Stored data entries
┄┄┄┄┄┄┄┄┄┄┄┄┄┄┄┄┄┄┄┄

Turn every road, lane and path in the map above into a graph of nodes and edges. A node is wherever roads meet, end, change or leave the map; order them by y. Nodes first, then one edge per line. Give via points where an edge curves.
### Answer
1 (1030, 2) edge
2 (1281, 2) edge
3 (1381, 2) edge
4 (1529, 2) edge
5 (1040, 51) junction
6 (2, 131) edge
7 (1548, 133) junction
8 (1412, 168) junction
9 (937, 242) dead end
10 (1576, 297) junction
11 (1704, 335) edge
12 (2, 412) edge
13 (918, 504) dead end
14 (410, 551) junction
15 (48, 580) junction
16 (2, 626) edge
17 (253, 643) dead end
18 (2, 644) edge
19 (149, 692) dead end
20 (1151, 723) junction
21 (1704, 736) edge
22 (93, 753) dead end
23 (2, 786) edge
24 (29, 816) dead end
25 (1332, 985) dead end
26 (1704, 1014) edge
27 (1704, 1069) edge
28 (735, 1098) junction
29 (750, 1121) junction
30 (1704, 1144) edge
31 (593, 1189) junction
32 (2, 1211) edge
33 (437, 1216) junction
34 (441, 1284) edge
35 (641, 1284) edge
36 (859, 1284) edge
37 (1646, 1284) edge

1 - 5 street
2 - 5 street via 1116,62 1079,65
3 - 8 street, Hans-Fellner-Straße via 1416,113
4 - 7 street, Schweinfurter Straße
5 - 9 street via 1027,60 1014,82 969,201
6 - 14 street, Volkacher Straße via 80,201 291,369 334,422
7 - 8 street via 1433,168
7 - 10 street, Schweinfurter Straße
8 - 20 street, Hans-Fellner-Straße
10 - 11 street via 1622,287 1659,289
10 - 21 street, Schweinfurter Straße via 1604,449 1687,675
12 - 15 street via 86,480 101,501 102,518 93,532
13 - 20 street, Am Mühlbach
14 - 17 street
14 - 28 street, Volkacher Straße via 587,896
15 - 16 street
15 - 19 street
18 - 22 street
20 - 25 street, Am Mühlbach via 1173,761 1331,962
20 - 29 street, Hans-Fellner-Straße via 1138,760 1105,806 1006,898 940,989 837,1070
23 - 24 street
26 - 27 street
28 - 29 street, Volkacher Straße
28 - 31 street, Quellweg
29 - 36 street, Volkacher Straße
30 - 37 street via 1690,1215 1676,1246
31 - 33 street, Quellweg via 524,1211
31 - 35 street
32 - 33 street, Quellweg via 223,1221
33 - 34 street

┄┄┄┄┄┄┄┄┄┄┄┄┄┄┄┄┄┄┄┄

*PROBLEM TO SOLVE:*
Read through the entries above, and wherever a line holds the string "Volkacher", copy it.

*ANSWER AREA:*
6 - 14 street, Volkacher Straße via 80,201 291,369 334,422
14 - 28 street, Volkacher Straße via 587,896
28 - 29 street, Volkacher Straße
29 - 36 street, Volkacher Straße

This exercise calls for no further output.